I think of her as “Tauta-Logic Aunt”.
Pointers in programming. I think I understand the “theory”, but I don’t understand the… point? WHY do I want to bother with referencing and dereferencing and addresses?.. :mad:
Because, in a low-level language like C, how else are you going to be able to manage potentially growing amounts of data? Your program only actually declares some fixed number of variables, so it only directly refers to some fixed quantity of data. If you want to refer to anything else, you have to refer to it indirectly.
That’s a rather abstract description, so let me illustrate: Consider a simple program whose task is the following: the user keeps inputting characters, which your program receives one at a time by calling getchar(). The program should keep track of all the characters input until one of them is a question mark; at that point, the program should print out all the characters ever input.
How do you do this? Well, you’ll need some space to stick your record of all the input in. But you can’t just declare ahead of time an array of 500 characters, because what if the user enters 600 characters? Instead, what you’ll have to do is, on the fly, keep allocating new space to store further data, as the user inputs more and more data. But how do you actually access this new space? It’s new, so it doesn’t correspond to any variable that you declared up-front in your program. So what is it? That’s where pointers come in; when you ask for more space to use to store data in, you’ll do it by calling a system function which returns to you a pointer to the beginning of the new space. To read or write from this new space, you’ll do it by dereferencing this pointer.
[And if you want to read or write from somewhere other than the very beginning of the new space, you’ll do it by first adding the appropriate offset to the pointer, and then dereferencing it]
Of course, there’s another way to solve the problem I mentioned: just store all the data the user types in a file on the hard drive, to be recovered later as needed. But how do you actually access the memory in that file later on? Well, you remember the filename and ask the system for its contents. Which is to say, you use the filename as a kind of pointer and dereference it. In fact, it’s exactly the same idea: pointers are just the same thing as abstract filenames; they just happen, as an architectural detail, to refer to what’s stored in RAM rather than what’s stored on the hard drive.

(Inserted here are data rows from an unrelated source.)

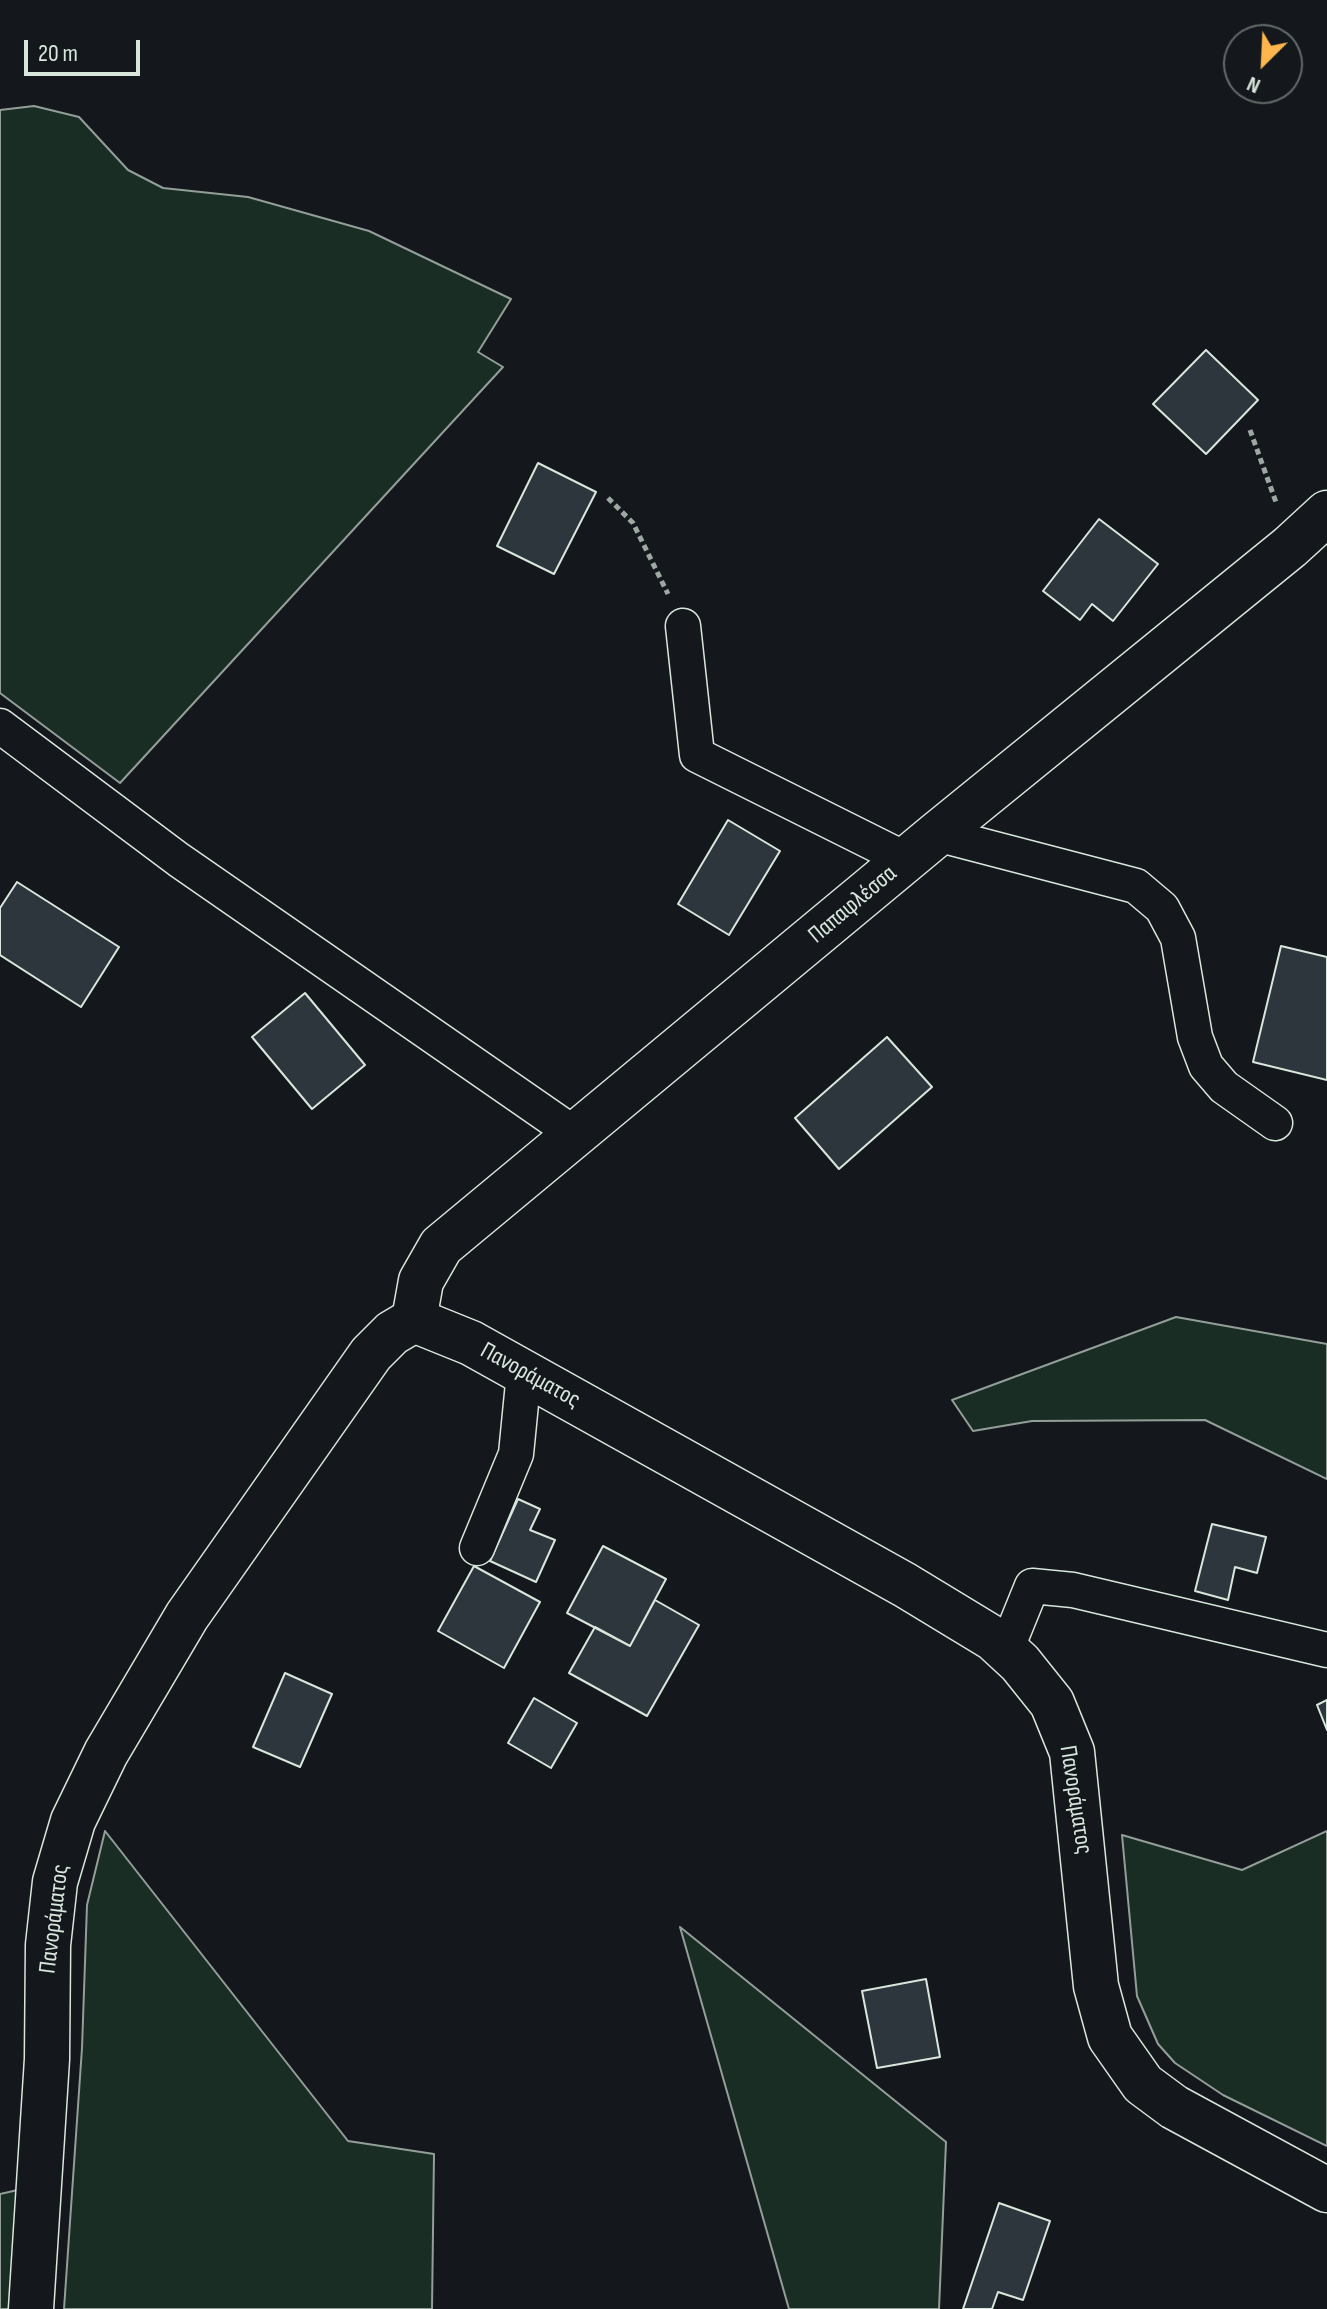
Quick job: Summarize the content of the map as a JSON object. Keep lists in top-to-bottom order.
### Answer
{
  "streets": {
    "main road": ["Παπαφλέσσα", "Πανοράματος"]
  },
  "crossings": [
    ["Παπαφλέσσα", "Πανοράματος"]
  ],
  "scale_bar": "20 m",
  "north": "bottom left"
}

Suppose you have an array with one billion elements–that’s large, but not unheard of. How many copies of that can you make before you run out of memory? That’s why we have pointers, to deal with things that are too large to be copied every time you want to pass them as a parameter.
I should probably have phrased this as “you can’t just declare ahead of time 500 character variables, because what if…”. It’s worth noting that arrays in C are actually just disguised pointers; when you write someArray[someIndex], this translates into *(someArray + someIndex) [i.e., into dereferencing a pointer with an offset].
Anyway, like I said, think of pointers as just the filenames for what’s stored in RAM.
[I don’t know if I would necessarily motivate pointers as just a way to avoid having to copy large amounts of data. True, that is one thing they do, but that makes it sound like they’re only there for optimization purposes. But they actually open up possibilities in radically larger ways: C without pointers isn’t even Turing-complete; it can only describe programs using bounded amounts of memory (i.e., finite state machines)].
The significant figures discussion reminds me of a funny joke someone posted once. An engineer is asked “how much is two times two?”. He pulls out a slide rule, manipulates it and then says “about four”.